There are plenty of people — scientists, analysts, managers, etc. — who are not programmers but who would benefit from gaining better control over computers. I’m using the phrase “meaningful control over computation” as a bit of a hedge because it’s clear that most of these people don’t have 2-5 years to spare in which to become competent programmers. The goal is to give people the power that they need to solve their problems without miring them in the Turing tarpit. A good example is the class of spreadsheet programming languages which expose a useful kind of computation without most of the problems traditionally associated with programming. Overall, this problem is maybe 1/3 programming language design, 1/3 user interface design, and 1/3 domain specific.

Trustworthy Automation

Can we create computer systems that do what we want them to do? This problem encompasses both security and reliability. It’s a good problem to work on because solutions have not only have short-term economic benefit but in the long run they directly support getting humans off the rock, which as I’ve said before is something we need to be working very hard on.

The whole problem of specifying what we want systems to do is enormously hard, and in fact we generally have no precise ideas about this. Even highly mathematical objects like compilers are most commonly specified in human language, if at all. Moreover, the programming languages that we use to specify computations contain elements such as floating point computations, fixed-width integers, and excessive use of side effects — all of which seem designed to impede reasoning.

Intelligent Systems

Can computers be created that interface gracefully with humans? How can augmented cognition be used to sidestep limitations of humans and computers? Which sub-problems of AI are achievable and useful? Here I mean “intelligent” literally, not in the sense it is usually used, where it means “not as obviously bad as the previous thing.” Of course, the goal of AI may turn out to conflict with “trustworthy automation” but we’ll have to cross that bridge when we come to it.

Observing, Simulating, Modeling, and Predicting Everything

The universe produces a gigantic amount of data at scales from atoms to galaxies. Luckily, the theoretical bounds on the amount of computation that can be done using the available energy are very generous. The ugly little space heaters with which we currently compute have not even started to scratch the surface of what’s possible.

This one is pretty vague, but I’m not sure right now how to improve it.

Further Reading

Vernor Vinge and Hans Moravec have created some of the best unconstrained thinking about computers. Asimov was pretty good in his day, but Sladek nailed it. The transhumanist material on the web seems pretty bad, as is Kurzweil’s stuff. Dertouzos’s Unfinished Revolution was not inspiring. There must be more (good and bad) writing on this subject, please make suggestions.

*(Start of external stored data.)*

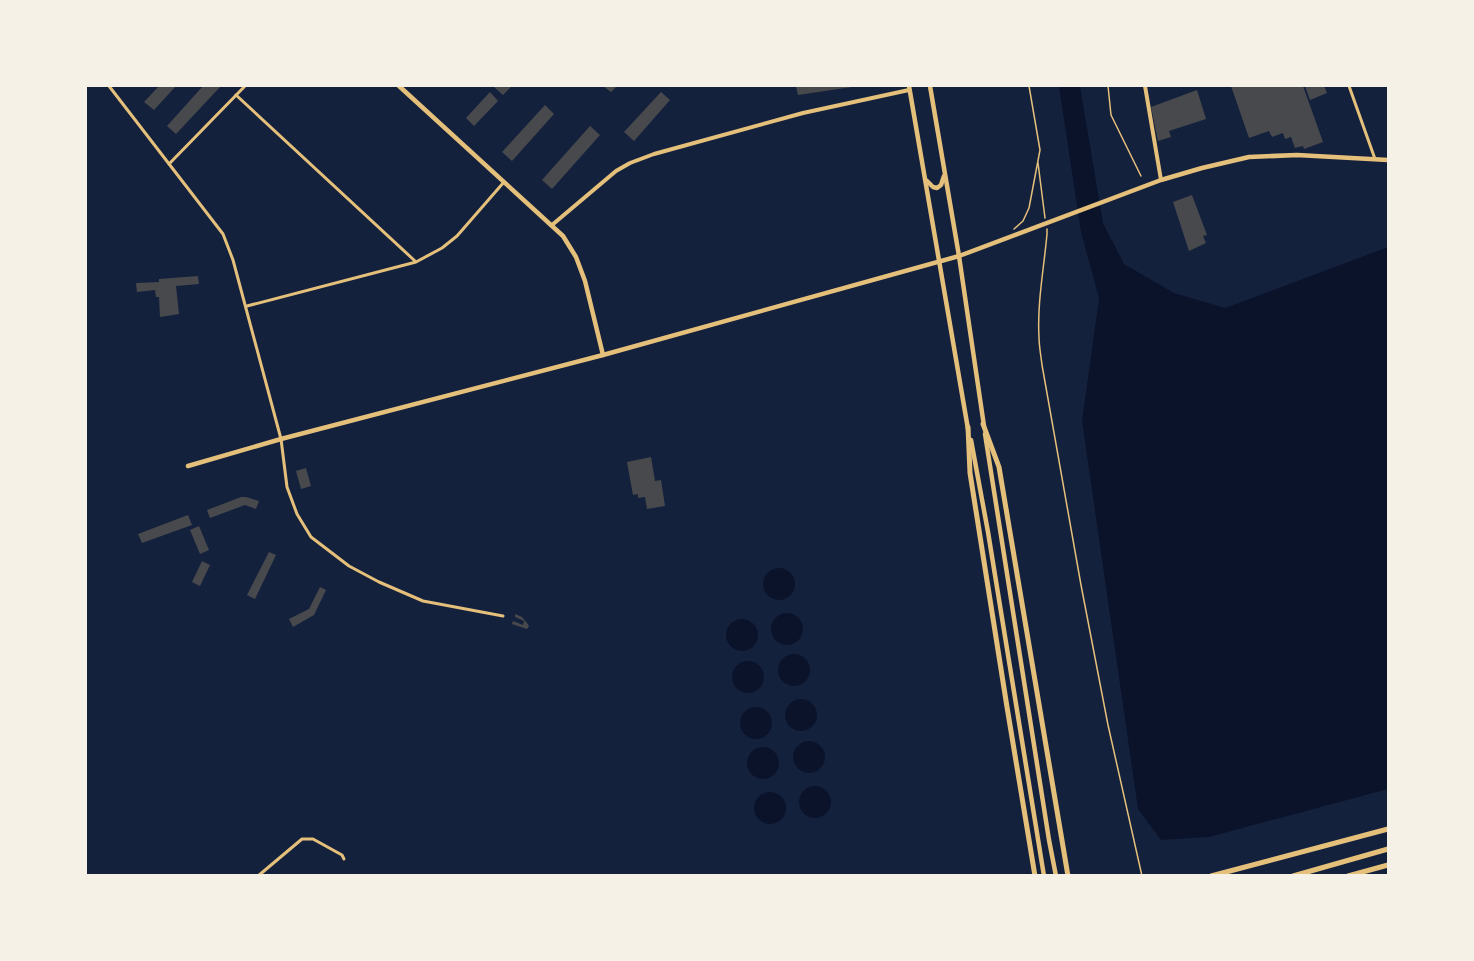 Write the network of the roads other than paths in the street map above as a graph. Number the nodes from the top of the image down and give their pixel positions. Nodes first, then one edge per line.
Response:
1 (109, 86) edge
2 (245, 86) edge
3 (399, 86) edge
4 (930, 86) edge
5 (1145, 86) edge
6 (1349, 86) edge
7 (909, 88) edge
8 (236, 95) junction
9 (1375, 159) junction
10 (1389, 160) edge
11 (169, 164) junction
12 (945, 172) junction
13 (924, 176) junction
14 (1161, 180) junction
15 (504, 182) junction
16 (552, 225) junction
17 (959, 256) junction
18 (416, 262) junction
19 (939, 262) junction
20 (246, 306) junction
21 (603, 355) junction
22 (983, 424) junction
23 (968, 427) junction
24 (281, 439) junction
25 (188, 466) dead end
26 (503, 616) dead end
27 (1389, 829) edge
28 (1389, 849) edge
29 (344, 859) dead end
30 (1389, 865) edge
31 (1069, 874) edge
32 (258, 876) edge
33 (1034, 876) edge
34 (1044, 876) edge
35 (1056, 876) edge
36 (1210, 876) edge
37 (1293, 876) edge
38 (1348, 876) edge

1 - 11 street
2 - 8 street
3 - 15 main road
4 - 12 main road
5 - 14 street
6 - 9 street
7 - 13 main road
7 - 16 street
8 - 11 street
8 - 18 street
9 - 10 main road
9 - 14 main road
11 - 20 street
12 - 13 main road
12 - 17 main road
13 - 19 main road
14 - 17 main road
15 - 16 main road
15 - 18 street
16 - 21 main road
17 - 19 main road
17 - 22 main road
18 - 20 street
19 - 21 main road
19 - 23 main road
20 - 24 street
21 - 24 main road
22 - 31 main road
22 - 35 main road
23 - 33 main road
23 - 34 main road
24 - 25 main road
24 - 26 street
27 - 36 main road
28 - 37 main road
29 - 32 street
30 - 38 main road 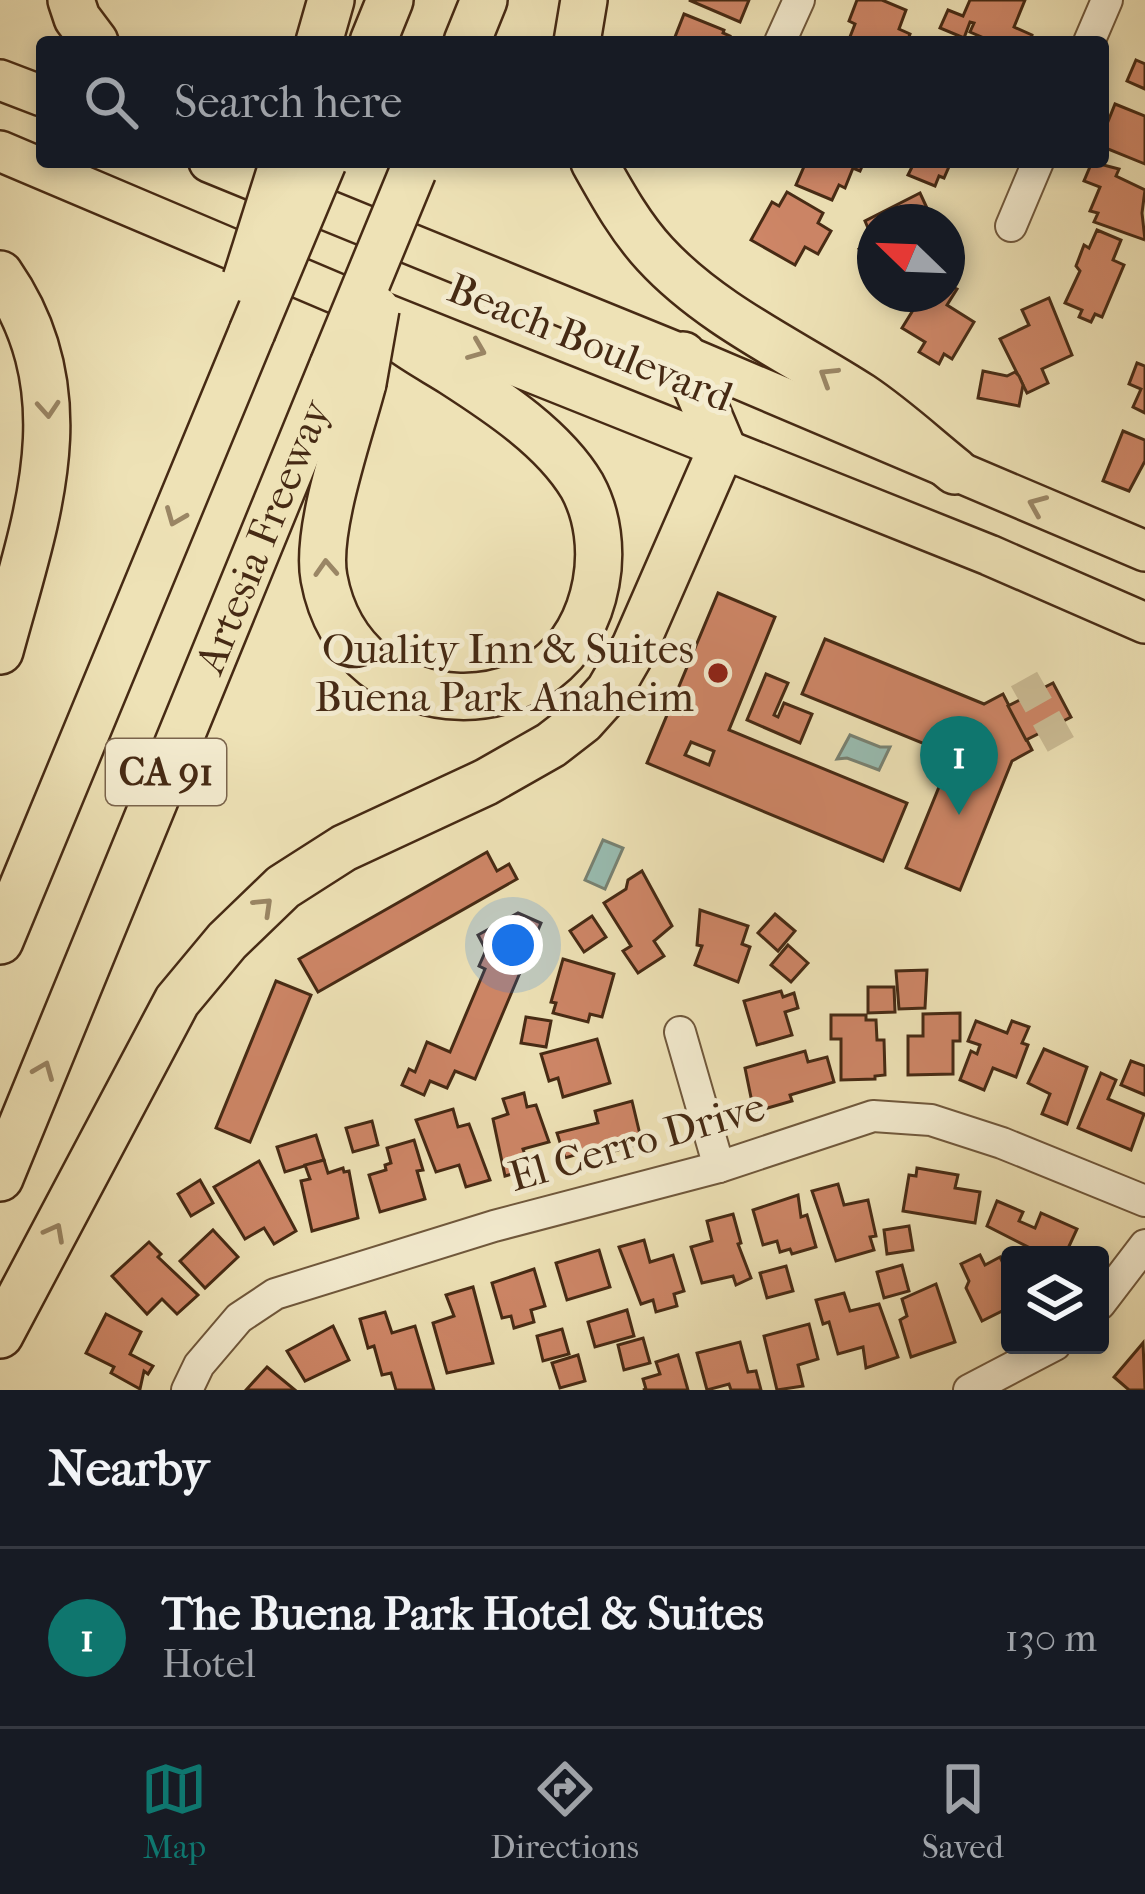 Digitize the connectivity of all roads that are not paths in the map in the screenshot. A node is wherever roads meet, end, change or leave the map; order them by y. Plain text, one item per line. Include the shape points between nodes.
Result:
1 (71, 0) edge
2 (331, 0) edge
3 (390, 0) edge
4 (484, 0) edge
5 (584, 0) edge
6 (800, 0) edge
7 (1107, 0) edge
8 (90, 36) edge
9 (321, 36) edge
10 (375, 36) edge
11 (469, 36) edge
12 (578, 36) edge
13 (783, 36) edge
14 (1092, 36) edge
15 (0, 80) edge
16 (36, 94) edge
17 (0, 152) edge
18 (36, 167) edge
19 (38, 168) edge
20 (238, 168) edge
21 (320, 168) edge
22 (413, 168) edge
23 (597, 168) edge
24 (1035, 168) edge
25 (286, 178) edge
26 (1011, 226) dead end
27 (0, 274) edge
28 (368, 307) junction
29 (242, 327) junction
30 (683, 355) junction
31 (348, 374) junction
32 (722, 447) junction
33 (955, 471) junction
34 (1145, 550) edge
35 (1145, 623) edge
36 (0, 651) edge
37 (0, 941) edge
38 (680, 1032) dead end
39 (719, 1167) junction
40 (0, 1178) edge
41 (1145, 1201) edge
42 (1145, 1245) edge
43 (1109, 1292) edge
44 (0, 1335) edge
45 (1040, 1354) edge
46 (988, 1386) edge
47 (187, 1390) edge

1 - 8 highway
2 - 9 highway
3 - 10 highway
4 - 11 highway
5 - 12 highway
6 - 13 street
7 - 14 street
15 - 16 main road
17 - 18 main road, Beach Boulevard
19 - 28 main road, Beach Boulevard
20 - 25 main road, Beach Boulevard
21 - 29 highway, Artesia Freeway / CA 91, bridge
22 - 31 highway, bridge
33 -> 23 highway via 656,255
24 - 26 street
25 - 29 highway, bridge
25 - 30 main road, Beach Boulevard
27 -> 36 highway via 37,340 50,435
28 -> 31 highway via 384,330 485,393 562,459 591,509 599,564 586,621 567,651 518,687 461,698 399,683 355,648 336,615 323,575
28 -> 32 main road, Beach Boulevard
29 -> 37 highway, Artesia Freeway / CA 91 via 207,440
30 - 32 highway
30 - 33 main road, Beach Boulevard
40 -> 31 highway, Artesia Freeway / CA 91
32 - 35 main road, Beach Boulevard
44 -> 32 highway via 178,1001 284,887 344,848 486,782 582,721 635,646
34 -> 33 main road, Beach Boulevard
38 - 39 street
39 - 41 street, El Cerro Drive via 873,1116 931,1120
39 - 47 street, El Cerro Drive via 275,1294 239,1318
42 - 43 street
45 - 46 street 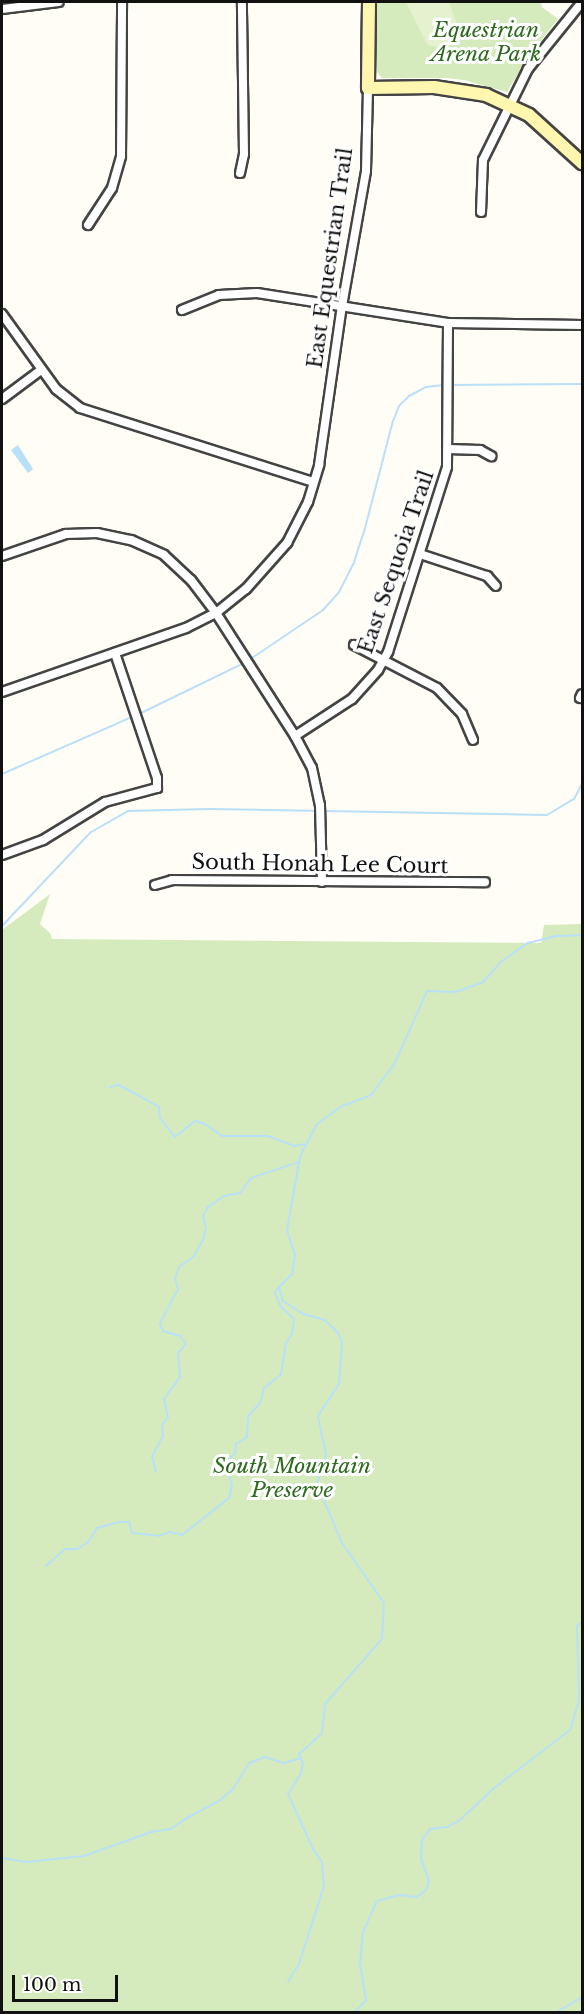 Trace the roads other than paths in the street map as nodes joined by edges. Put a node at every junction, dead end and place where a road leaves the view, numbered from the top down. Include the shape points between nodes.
1 (58, 2) edge
2 (122, 2) edge
3 (242, 2) edge
4 (369, 2) edge
5 (582, 2) edge
6 (2, 9) edge
7 (368, 88) junction
8 (510, 105) junction
9 (582, 163) edge
10 (240, 172) dead end
11 (481, 212) dead end
12 (88, 225) dead end
13 (342, 306) junction
14 (182, 310) dead end
15 (2, 314) edge
16 (448, 323) junction
17 (582, 325) edge
18 (41, 370) junction
19 (2, 399) edge
20 (448, 449) junction
21 (491, 456) dead end
22 (314, 482) junction
23 (420, 554) junction
24 (2, 556) edge
25 (496, 586) dead end
26 (216, 613) junction
27 (354, 645) dead end
28 (115, 653) junction
29 (383, 660) junction
30 (2, 692) edge
31 (295, 736) junction
32 (473, 740) dead end
33 (2, 855) edge
34 (322, 882) junction
35 (485, 882) dead end
36 (155, 885) dead end

1 - 6 street
2 - 12 street via 121,156 112,188
3 - 10 street via 244,154
4 - 7 street, East Equestrian Trail
5 - 8 street via 528,69
7 - 8 street via 453,88 486,94
7 - 13 street, East Equestrian Trail via 366,171
8 - 9 street via 546,128
8 - 11 street via 483,160
13 - 14 street via 257,293 219,296
13 - 16 street
13 - 22 street, East Equestrian Trail
15 - 18 street
16 - 17 street
16 - 20 street, East Sequoia Trail
18 - 19 street
18 - 22 street via 68,400 96,415
20 - 21 street via 480,450
20 - 23 street, East Sequoia Trail via 443,487
22 - 26 street, East Equestrian Trail via 287,543 246,589
23 - 25 street via 487,576
23 - 29 street, East Sequoia Trail
24 - 26 street via 66,534 97,533 131,540 164,555 191,580
26 - 28 street, East Equestrian Trail
26 - 31 street
27 - 29 street
28 - 30 street, East Equestrian Trail
28 - 33 street via 157,778 155,790 105,802 43,840
29 - 31 street, East Sequoia Trail via 352,699
29 - 32 street via 443,693 462,714
31 - 34 street via 312,768 320,805
34 - 35 street, South Honah Lee Court
34 - 36 street, South Honah Lee Court via 172,880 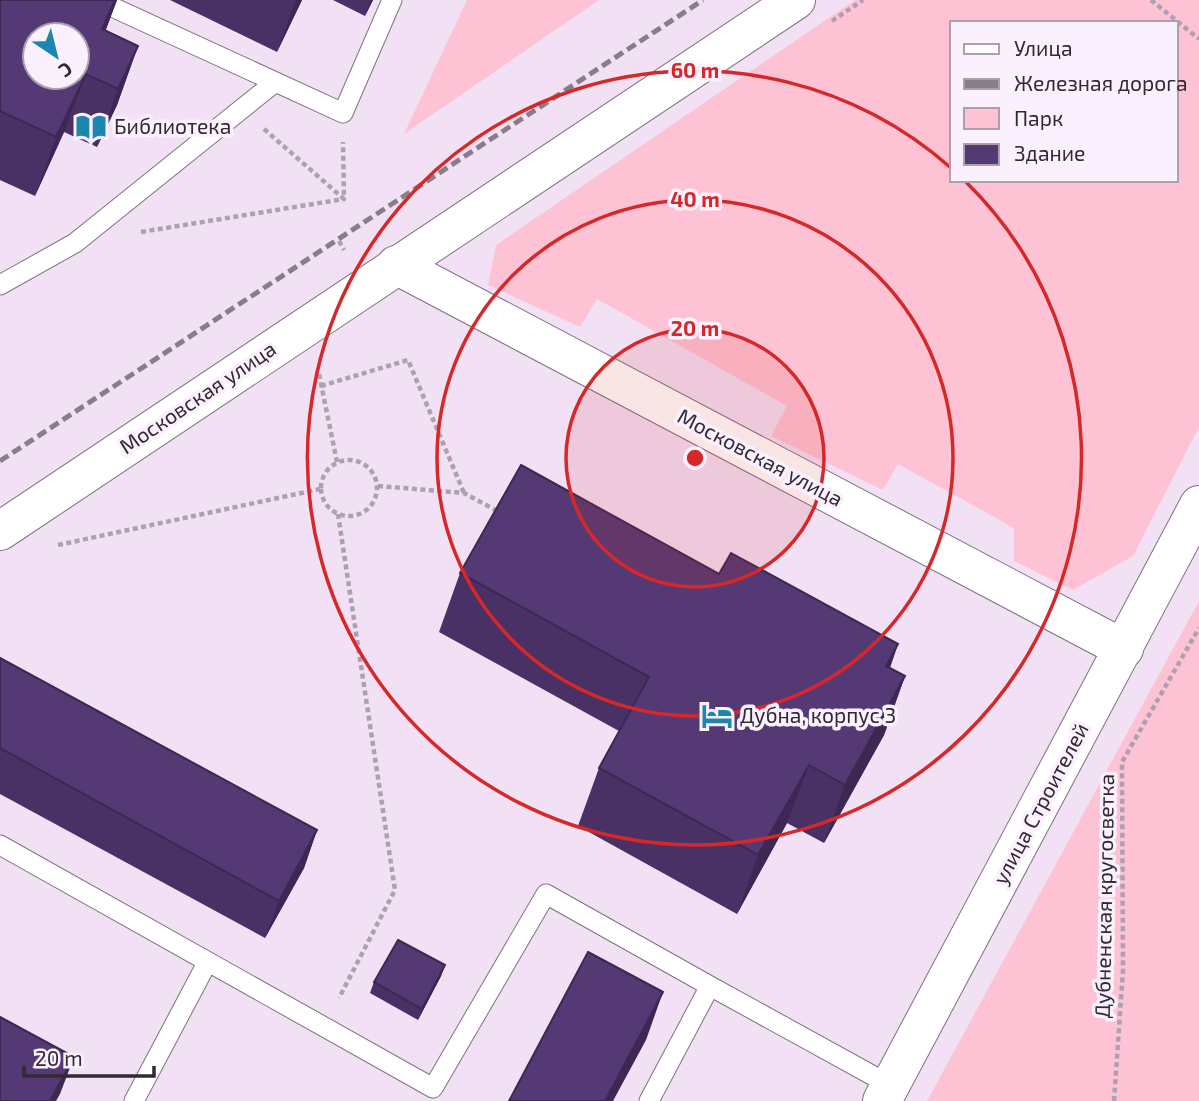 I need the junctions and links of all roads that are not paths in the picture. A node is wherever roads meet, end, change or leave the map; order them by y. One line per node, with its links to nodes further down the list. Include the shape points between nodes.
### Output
1 (97, 0): 4 (lane)
2 (392, 0): 4 (lane, via 343,113)
3 (796, 0): 5 (street, Московская улица)
4 (274, 83): 6 (lane, via 75,243)
5 (396, 265): 8 (street, Московская улица); 9 (street, Московская улица)
6 (0, 285)
7 (1199, 505): 9 (street, улица Строителей)
8 (0, 531)
9 (1125, 649): 13 (street, улица Строителей)
10 (0, 845): 11 (lane)
11 (206, 963): 12 (lane, via 433,1088 546,894); 14 (lane)
12 (710, 986): 13 (lane); 15 (lane)
13 (886, 1093)
14 (134, 1101)
15 (649, 1101)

Update from evening of 5/10: This list of external problems is of course subjective. I’d be very interested to see other people’s blog posts describing what they think CS has to offer the non-CS world.

, ,

15 responses to “Externally Relevant Open Problems in Computer Science”

  1. “I might not care about P vs NP, but I definitely care about secure crypto for my transactions.”

    sounds pretty externally relevant to me.

  2. The tricky bit, I suppose, is that usually you can construct an arbitrarily long transitivity chain that gets you to an externally visible result. Assessing this seems difficult.

  3. Excellent goal. As a corollary, if a research program has highly unlikely assumptions at its foundation, then the odds of it ever being transitively useful are quite low.

    I would add to your list improvements in programmer productivity. Much like improvements in materials quality are for civil construction, improvements on programmer productivity mean that professional programmers can do more for less.

  4. Good point Edward. I guess each link in the chain needs to be assessed for plausibility. Once the product of probabilities reaches some cutoff value, it’s OK to stop following the chain. Realistically this is based a huge amount of guesswork…

  5. There are an awful lot of problems that are in NP. If we could solve them in polynomial time (and a polynomial of low degree what’s more), that’d be pretty awesome theoretically, and would also have big wider world implications.

    I guess the problem is that all the smart money is on P not being equal to NP, so maybe all the P=NP research really is externally irrelevant.

  6. Notwithstanding, I think Michael’s point is still valid. You can’t touch any field without bumping up against intractable optimization problems, and any resolution of P vs NP will have impact, if not a direct “here’s an algorithm for your hard problem” kind of impact.

  7. Yes, Suresh, P =? NP is a relevant research problem. But it is not — using the definition from today’s post — an externally relevant problem.

  8. Just to be clear, I’m not trying to pick on P vs. NP. Nothing I work on is externally relevant either. It is sufficient to work on problems that are transitively externally relevant, as long as the chain is relatively direct.

    Also, of course this post is predicated on a purely applied model of CS that may not agree with everyone. But I think it works OK for systemsy areas like the ones I work in.

  9. Once i collected some answers from (more or less) famous computer scientists to the question: What is the most important problem in CS?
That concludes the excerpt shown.